The diagnosis of strongyloidiasis is hampered by the lack of a gold standard as traditional parasitological tests including direct microscopic examination, although specific, have insufficient sensitivity. Hence, novel molecular methods have been implemented, using PCR to detect the DNA of the parasite, with the aim of achieving higher sensitivity and preserving the specificity for S. stercoralis infection, which ranges from 93 to 95% according to the reference test [10]. Other diagnostic tools include serological tests which have high diagnostic sensitivity and specificity and can be used as a screening tool for early detection. Several immunodiagnostic tests are available to identify anti-Strongyloides antibodies in serum, from which enzyme assays are recommended because of their greater sensitivity (>90%),but there are concerns about their specificity due to cross-reactions with other parasites and long-term persistence of antibodies after an effective treatment [11]. Eosinophilia typically associated with parasitic infections is often present but is not a reliable marker, and its absence does not exclude strongyloidiasis [12].

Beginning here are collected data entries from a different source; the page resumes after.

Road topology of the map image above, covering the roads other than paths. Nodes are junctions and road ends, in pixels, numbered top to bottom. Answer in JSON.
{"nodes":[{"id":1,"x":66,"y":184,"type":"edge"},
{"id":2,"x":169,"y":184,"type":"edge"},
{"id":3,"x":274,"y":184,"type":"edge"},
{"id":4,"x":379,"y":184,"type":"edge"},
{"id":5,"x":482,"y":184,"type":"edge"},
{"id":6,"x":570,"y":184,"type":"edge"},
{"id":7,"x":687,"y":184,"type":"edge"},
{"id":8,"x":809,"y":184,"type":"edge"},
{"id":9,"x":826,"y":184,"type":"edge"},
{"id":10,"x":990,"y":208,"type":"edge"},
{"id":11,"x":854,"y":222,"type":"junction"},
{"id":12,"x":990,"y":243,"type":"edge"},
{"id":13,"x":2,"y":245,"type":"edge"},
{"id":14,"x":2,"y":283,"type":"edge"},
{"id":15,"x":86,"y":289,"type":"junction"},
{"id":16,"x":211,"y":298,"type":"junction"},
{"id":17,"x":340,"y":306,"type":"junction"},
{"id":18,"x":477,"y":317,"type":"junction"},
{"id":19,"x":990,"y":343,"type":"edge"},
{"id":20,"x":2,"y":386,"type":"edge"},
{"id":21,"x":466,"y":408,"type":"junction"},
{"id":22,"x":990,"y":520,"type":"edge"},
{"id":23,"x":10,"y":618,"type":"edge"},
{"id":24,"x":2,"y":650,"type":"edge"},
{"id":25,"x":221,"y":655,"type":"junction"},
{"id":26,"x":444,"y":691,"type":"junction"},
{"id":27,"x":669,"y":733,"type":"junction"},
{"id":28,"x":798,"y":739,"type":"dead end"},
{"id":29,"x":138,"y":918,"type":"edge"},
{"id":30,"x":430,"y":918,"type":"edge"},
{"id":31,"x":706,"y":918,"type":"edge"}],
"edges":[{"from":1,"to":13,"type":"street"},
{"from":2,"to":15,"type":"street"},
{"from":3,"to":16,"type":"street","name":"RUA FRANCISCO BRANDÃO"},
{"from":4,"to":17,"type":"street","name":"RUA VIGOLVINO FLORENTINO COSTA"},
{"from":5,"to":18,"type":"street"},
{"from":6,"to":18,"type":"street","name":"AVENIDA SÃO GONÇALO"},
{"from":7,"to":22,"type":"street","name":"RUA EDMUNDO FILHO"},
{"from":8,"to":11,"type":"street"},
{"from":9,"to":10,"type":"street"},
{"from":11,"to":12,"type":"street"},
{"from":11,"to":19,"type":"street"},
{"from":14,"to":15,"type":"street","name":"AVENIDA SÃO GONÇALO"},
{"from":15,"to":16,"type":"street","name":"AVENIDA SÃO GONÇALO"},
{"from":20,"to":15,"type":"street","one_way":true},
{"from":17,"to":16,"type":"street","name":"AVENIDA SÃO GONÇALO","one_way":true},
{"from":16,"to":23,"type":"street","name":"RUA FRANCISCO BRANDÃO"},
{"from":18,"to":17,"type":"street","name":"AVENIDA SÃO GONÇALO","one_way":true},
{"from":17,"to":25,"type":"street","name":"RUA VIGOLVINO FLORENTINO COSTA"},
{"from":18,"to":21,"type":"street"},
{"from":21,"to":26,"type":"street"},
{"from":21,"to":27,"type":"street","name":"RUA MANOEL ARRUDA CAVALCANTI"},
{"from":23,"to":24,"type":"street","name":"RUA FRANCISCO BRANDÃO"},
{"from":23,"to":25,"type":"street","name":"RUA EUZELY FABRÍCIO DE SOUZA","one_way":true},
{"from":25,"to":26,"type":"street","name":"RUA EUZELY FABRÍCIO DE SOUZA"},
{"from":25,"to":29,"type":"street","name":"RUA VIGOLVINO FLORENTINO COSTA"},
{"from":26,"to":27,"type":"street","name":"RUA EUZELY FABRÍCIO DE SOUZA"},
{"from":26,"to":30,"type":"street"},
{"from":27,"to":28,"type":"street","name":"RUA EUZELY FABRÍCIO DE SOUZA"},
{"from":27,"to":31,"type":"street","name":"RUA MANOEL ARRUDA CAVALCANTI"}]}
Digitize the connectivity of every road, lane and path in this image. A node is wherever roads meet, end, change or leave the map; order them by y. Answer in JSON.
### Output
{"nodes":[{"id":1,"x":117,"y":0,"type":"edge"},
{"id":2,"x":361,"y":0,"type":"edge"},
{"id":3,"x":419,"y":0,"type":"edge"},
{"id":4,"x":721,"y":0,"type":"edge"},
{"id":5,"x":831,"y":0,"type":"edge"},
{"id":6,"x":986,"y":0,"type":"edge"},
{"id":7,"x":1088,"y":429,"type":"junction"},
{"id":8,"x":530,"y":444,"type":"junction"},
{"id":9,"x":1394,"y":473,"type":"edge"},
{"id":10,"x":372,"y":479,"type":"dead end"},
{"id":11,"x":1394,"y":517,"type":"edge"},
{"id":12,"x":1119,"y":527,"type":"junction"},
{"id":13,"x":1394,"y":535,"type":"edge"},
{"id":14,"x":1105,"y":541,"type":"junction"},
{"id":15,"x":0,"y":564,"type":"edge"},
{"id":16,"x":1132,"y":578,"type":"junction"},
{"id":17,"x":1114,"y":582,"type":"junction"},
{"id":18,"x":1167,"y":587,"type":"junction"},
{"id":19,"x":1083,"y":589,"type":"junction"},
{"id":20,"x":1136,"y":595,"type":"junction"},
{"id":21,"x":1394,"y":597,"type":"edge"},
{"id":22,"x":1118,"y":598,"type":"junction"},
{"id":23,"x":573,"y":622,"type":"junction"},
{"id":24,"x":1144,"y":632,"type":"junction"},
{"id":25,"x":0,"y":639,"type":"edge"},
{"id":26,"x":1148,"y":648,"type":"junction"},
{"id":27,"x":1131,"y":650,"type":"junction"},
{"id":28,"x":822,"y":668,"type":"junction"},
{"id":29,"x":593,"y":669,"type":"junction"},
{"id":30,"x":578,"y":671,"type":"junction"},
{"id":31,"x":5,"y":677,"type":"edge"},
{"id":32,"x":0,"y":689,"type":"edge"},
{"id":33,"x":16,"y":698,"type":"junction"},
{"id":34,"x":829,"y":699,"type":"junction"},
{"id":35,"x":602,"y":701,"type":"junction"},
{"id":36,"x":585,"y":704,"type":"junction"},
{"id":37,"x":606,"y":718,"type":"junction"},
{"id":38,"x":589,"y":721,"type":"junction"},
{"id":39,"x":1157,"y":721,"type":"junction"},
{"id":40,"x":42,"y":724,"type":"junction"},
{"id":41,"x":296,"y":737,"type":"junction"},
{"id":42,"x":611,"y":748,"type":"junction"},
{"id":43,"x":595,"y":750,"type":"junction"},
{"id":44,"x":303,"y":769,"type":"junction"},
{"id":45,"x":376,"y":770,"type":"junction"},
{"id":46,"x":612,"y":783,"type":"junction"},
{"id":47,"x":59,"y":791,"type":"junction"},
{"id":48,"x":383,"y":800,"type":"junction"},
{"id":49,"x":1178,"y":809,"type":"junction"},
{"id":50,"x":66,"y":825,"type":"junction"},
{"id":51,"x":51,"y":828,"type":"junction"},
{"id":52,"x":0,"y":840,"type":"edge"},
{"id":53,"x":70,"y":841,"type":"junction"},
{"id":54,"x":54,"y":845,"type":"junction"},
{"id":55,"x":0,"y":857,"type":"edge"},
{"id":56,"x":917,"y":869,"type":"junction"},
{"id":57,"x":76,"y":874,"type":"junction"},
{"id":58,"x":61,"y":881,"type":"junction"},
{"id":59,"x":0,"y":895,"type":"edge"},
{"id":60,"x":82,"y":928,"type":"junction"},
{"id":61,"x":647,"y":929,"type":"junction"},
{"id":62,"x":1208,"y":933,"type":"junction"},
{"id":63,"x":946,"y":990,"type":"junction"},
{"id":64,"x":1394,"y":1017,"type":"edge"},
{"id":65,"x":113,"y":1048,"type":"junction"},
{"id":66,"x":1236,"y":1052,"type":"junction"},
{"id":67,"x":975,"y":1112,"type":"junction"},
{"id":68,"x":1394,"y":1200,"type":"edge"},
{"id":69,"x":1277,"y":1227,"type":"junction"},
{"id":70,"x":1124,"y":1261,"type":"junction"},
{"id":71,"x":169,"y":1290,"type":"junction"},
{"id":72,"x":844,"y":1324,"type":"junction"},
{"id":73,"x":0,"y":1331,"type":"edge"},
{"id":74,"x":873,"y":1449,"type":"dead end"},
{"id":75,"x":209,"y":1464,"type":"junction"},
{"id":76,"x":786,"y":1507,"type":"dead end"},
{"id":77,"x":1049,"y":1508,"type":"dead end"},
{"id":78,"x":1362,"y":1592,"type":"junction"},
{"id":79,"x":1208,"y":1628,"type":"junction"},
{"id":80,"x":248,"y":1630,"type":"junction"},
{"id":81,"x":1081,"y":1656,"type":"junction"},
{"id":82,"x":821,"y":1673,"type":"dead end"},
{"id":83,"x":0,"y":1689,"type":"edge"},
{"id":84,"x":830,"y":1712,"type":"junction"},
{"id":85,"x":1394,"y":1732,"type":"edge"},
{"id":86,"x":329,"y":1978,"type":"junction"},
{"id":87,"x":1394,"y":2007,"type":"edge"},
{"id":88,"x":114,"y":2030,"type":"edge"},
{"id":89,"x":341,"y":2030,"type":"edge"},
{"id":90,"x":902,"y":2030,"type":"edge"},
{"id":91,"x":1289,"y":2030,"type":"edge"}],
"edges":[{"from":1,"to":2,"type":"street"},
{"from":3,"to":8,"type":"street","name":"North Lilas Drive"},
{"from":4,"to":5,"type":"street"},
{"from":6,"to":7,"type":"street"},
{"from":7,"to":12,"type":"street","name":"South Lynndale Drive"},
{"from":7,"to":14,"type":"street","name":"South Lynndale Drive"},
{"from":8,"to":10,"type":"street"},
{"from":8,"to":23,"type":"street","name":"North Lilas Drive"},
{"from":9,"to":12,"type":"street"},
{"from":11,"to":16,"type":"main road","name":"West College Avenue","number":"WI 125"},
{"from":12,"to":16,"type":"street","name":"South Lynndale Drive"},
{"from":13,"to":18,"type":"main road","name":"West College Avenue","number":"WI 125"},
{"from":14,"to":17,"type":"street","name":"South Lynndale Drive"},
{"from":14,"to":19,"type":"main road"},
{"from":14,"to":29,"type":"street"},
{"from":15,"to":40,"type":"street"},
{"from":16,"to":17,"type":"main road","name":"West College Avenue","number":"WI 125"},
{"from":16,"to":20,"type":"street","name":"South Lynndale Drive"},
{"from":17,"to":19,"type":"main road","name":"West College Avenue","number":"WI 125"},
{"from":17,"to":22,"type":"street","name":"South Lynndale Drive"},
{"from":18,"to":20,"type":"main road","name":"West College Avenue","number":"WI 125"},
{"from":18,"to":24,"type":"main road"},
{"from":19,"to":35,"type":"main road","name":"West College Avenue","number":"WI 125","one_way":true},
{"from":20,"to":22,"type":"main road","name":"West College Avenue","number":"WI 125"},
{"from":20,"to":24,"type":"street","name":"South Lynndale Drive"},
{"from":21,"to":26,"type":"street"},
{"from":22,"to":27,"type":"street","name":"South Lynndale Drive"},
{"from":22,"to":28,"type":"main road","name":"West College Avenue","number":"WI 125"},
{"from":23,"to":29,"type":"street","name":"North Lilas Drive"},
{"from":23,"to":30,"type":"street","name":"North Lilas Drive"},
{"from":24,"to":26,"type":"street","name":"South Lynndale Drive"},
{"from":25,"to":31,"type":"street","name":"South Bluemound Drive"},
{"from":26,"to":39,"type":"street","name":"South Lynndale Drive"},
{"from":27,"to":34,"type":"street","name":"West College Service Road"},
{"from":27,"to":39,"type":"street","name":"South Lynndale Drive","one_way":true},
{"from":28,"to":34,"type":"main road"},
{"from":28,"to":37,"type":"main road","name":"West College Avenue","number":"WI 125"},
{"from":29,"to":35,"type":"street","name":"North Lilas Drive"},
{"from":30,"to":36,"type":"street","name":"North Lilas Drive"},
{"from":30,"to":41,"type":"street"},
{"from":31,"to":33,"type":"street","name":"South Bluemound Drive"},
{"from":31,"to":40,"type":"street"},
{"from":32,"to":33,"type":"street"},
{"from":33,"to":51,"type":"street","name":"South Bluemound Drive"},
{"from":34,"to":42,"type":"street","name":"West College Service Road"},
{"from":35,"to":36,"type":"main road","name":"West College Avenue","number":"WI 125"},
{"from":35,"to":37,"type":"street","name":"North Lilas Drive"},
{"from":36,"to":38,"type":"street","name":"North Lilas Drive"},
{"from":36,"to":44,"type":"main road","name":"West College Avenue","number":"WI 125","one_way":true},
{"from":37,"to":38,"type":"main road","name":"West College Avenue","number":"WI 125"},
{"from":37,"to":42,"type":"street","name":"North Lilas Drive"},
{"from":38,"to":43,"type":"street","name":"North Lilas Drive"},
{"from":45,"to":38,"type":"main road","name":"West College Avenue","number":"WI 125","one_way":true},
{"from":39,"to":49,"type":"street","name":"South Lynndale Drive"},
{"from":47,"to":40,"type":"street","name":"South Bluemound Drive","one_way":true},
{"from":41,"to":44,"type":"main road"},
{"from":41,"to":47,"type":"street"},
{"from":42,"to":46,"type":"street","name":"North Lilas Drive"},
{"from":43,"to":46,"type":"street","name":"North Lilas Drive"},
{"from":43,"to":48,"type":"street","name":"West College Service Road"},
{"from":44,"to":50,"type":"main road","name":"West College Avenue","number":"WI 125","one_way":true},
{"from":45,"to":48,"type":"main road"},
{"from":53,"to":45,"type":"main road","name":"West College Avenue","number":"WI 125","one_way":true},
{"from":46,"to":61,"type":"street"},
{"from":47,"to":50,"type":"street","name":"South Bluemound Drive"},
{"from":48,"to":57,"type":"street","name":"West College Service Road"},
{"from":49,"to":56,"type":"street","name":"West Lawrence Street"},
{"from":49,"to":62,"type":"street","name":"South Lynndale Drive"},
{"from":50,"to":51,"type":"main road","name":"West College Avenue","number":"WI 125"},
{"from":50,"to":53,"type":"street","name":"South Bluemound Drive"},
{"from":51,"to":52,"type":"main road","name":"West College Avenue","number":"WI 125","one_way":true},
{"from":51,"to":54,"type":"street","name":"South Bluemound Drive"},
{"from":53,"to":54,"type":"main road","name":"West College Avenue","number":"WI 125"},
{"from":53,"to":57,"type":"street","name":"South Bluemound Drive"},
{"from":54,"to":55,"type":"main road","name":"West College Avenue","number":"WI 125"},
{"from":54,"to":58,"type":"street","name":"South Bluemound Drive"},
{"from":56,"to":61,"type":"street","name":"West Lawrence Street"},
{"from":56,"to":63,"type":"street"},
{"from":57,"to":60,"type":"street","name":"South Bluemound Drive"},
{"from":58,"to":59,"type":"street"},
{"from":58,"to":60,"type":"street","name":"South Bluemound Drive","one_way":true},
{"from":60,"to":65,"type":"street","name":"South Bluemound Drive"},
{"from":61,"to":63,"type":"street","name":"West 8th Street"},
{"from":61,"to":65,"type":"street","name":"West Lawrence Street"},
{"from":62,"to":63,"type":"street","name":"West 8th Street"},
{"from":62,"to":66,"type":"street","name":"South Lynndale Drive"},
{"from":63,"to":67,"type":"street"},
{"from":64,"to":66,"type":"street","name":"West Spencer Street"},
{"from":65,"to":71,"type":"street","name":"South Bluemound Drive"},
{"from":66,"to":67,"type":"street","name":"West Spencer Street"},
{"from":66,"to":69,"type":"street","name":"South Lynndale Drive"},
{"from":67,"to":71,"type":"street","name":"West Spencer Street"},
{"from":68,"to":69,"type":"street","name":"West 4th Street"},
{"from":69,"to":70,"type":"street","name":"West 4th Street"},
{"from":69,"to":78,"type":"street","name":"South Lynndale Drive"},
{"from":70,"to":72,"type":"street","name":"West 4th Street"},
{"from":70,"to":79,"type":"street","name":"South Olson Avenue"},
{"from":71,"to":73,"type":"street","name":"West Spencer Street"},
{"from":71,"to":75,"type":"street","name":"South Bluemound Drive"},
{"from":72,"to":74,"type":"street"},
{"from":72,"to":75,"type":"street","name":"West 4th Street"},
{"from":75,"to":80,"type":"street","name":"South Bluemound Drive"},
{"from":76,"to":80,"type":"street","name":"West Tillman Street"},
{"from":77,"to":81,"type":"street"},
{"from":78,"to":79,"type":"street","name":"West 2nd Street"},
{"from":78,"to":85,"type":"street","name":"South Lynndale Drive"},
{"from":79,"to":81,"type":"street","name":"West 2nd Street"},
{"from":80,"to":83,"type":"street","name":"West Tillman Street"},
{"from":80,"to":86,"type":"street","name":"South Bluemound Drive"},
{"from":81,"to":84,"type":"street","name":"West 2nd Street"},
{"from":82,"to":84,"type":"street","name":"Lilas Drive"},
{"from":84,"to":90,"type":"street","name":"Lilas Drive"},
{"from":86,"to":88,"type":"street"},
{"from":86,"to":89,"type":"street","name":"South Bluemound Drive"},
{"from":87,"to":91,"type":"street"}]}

This case highlights the gastric involvement by strongyloidiasis, demonstrated by hematemesis due to a giant gastric ulcer in a patient who was subsequently diagnosed with early-stage lung cancer. Diagnosis of strongyloidiasis was made by microscopic examination and further confirmed with molecular methods and serology. The significant improvement after ivermectin treatment and without proton pump inhibitors suggests that the ulcer was induced by the parasite infection.
Regarding environmental factors, the adequate sanitation infrastructure in Portugal justifies that cases of strongyloidiasis are currently extremely rare. Nonetheless, reports suggesting endemic areas within the country in the last century makes one consider how many asymptomatic individuals might have S. stercoralis, which can remain quiescent in the host’s intestine for as long as 30 years. The advent of modern medicine with recognition of immunocompromised states, immunosuppressive treatment, cytostatic regimens, increased incidence of diabetes, cancer, and autoimmune diseases may result in strongyloidiasis reactivation and hyperinfection syndrome in those patients.
In conclusion, strongyloidiasis is an often-underdiagnosed parasitic disease due to its low parasitic load, irregular excretion of larvae, and nonspecific symptoms. Increasing diagnosis in developed countries and nonendemic regions may occur with globalization and transmission potential to immigrants, travelers, and immunosuppressed patients. Accordingly, as a key message, it is important that physicians consider this hypothesis in the differential diagnosis of cases in which diagnosis is unclear and have an integrated approach towards control of this parasitic disease.